→ HOW TO COMPLETE THIS TASK: Find the string "nodes" in the data, and copy out each line that has it.
DATA SECTION START
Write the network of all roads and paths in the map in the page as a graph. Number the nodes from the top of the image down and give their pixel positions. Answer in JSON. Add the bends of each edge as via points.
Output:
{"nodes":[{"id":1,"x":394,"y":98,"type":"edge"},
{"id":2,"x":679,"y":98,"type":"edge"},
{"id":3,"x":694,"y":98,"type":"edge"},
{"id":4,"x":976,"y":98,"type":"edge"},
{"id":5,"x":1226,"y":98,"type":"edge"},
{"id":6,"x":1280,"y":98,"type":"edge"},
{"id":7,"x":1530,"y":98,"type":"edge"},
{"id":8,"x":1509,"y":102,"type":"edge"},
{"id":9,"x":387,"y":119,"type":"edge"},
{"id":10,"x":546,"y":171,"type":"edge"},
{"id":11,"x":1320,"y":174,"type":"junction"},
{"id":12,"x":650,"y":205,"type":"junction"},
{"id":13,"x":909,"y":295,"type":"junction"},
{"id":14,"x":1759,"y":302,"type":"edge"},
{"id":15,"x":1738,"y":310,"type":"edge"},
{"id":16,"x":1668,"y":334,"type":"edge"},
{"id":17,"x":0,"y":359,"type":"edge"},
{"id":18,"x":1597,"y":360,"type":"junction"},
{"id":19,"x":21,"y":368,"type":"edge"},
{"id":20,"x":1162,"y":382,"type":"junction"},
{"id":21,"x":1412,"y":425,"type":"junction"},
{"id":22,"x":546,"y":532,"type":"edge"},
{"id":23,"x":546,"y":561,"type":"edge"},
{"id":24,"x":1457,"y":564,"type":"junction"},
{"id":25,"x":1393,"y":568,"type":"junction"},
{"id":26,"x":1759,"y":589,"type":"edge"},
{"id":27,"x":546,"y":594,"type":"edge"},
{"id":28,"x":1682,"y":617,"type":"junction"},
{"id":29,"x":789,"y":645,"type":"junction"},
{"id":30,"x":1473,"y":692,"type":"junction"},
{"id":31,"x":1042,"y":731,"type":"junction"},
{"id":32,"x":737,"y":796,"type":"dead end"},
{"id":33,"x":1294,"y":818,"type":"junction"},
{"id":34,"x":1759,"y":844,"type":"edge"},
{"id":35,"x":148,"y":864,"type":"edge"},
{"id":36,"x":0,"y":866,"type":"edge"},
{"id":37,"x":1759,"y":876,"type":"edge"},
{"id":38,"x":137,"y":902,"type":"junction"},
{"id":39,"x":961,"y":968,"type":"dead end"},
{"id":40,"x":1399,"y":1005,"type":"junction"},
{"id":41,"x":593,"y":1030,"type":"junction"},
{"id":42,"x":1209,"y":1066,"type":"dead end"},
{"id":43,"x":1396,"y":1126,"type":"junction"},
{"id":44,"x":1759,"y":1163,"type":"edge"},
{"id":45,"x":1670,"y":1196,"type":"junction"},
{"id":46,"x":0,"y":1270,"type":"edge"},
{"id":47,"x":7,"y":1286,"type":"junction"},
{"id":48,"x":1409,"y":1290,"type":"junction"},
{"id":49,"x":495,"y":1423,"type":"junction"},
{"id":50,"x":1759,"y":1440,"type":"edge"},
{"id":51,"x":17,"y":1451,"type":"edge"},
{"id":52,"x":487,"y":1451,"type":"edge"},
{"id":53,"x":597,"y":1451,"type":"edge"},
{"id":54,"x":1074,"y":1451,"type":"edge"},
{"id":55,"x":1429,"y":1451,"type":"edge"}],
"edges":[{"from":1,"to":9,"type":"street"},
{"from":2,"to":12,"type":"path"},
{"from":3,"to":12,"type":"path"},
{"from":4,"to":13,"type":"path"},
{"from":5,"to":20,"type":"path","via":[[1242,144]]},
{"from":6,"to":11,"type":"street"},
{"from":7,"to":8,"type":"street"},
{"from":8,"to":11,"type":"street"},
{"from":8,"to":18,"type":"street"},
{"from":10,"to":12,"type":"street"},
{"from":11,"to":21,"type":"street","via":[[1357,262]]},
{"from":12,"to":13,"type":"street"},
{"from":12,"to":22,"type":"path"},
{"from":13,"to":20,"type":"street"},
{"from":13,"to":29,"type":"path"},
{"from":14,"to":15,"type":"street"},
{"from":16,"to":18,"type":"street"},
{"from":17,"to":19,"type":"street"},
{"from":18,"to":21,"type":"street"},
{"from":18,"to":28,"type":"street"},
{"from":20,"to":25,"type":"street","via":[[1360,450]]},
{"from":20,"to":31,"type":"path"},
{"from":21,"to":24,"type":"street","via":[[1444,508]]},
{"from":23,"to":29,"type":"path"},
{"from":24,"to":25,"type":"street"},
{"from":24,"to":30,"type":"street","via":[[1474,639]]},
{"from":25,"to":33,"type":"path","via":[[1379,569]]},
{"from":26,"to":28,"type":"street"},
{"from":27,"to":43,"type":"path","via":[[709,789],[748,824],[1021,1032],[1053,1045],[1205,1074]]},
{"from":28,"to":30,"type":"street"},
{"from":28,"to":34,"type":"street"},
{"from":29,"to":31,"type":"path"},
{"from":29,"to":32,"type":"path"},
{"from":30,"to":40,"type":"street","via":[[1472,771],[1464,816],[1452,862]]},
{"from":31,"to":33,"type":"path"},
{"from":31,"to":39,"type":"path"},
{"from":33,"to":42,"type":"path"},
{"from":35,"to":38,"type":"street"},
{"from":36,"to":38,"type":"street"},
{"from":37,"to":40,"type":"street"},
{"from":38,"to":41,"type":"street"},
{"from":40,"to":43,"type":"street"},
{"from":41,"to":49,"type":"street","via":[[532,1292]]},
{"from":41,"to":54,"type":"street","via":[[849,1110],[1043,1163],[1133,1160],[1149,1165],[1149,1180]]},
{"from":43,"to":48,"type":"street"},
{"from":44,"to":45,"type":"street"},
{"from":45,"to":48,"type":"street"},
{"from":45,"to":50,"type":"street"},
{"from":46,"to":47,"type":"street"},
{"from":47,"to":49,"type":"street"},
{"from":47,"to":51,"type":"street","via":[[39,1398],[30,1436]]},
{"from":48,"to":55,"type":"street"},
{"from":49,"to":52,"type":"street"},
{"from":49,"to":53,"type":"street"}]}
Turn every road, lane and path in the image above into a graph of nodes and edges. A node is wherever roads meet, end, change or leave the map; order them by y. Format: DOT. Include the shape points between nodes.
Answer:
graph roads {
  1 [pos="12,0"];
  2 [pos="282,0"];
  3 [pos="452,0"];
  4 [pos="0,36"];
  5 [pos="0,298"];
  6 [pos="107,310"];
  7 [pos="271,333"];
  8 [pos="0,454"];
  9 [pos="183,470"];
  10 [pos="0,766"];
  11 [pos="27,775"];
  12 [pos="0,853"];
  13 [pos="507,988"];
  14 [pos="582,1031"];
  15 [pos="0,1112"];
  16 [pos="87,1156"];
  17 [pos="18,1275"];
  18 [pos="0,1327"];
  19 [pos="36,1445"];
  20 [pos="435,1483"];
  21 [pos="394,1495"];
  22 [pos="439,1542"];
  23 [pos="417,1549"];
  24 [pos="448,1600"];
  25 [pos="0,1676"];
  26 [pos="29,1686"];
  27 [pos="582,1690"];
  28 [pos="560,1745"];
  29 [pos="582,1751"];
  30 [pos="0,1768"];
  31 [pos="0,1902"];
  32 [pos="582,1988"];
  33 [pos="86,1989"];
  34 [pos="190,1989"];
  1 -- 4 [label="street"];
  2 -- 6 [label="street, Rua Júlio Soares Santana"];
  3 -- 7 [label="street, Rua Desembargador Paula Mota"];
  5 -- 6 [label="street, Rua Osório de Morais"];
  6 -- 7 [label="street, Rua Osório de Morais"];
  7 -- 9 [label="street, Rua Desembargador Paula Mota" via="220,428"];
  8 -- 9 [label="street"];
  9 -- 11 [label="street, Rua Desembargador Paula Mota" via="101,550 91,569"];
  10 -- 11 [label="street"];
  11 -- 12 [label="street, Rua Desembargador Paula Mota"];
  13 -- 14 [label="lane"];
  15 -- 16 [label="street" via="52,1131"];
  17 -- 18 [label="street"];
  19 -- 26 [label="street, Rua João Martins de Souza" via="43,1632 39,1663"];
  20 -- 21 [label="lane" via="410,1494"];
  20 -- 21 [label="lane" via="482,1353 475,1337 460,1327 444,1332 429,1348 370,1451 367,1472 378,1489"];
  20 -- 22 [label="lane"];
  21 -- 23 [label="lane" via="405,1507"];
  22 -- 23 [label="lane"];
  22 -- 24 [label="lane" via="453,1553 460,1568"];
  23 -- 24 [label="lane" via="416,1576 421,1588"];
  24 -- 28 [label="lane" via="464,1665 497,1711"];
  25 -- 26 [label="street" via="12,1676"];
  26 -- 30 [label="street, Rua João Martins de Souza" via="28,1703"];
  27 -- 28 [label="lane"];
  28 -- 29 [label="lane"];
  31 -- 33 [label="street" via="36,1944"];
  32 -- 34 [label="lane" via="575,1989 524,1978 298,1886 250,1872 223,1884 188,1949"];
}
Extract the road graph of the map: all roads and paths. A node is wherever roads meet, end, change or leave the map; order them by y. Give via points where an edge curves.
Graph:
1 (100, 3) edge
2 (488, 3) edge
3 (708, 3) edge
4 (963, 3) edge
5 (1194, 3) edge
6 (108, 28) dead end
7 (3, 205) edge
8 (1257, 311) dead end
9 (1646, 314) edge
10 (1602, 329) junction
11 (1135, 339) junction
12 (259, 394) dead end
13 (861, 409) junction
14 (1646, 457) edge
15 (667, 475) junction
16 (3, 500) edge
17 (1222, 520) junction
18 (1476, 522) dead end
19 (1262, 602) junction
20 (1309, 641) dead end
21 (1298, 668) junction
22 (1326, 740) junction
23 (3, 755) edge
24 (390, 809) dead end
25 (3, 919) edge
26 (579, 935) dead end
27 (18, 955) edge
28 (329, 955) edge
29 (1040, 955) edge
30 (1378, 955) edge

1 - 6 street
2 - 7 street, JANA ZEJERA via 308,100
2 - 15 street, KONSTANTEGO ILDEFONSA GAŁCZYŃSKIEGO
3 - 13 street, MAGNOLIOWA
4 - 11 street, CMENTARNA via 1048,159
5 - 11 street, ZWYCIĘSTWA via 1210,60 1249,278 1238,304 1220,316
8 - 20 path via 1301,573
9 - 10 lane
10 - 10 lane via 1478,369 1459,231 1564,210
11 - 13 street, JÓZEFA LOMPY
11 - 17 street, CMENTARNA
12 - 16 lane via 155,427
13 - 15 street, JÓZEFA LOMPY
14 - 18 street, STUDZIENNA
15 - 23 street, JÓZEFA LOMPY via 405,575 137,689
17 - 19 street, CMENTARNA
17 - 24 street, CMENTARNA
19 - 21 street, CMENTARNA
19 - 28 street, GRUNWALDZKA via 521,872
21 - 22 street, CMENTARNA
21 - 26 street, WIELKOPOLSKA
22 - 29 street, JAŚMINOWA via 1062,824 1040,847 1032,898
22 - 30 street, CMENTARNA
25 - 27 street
DATA SECTION END
→ RESPONSE TO THE TASK:
Write the network of all roads and paths in the map in the page as a graph. Number the nodes from the top of the image down and give their pixel positions. Answer in JSON. Add the bends of each edge as via points.
{"nodes":[{"id":1,"x":394,"y":98,"type":"edge"},
Turn every road, lane and path in the image above into a graph of nodes and edges. A node is wherever roads meet, end, change or leave the map; order them by y. Format: DOT. Include the shape points between nodes.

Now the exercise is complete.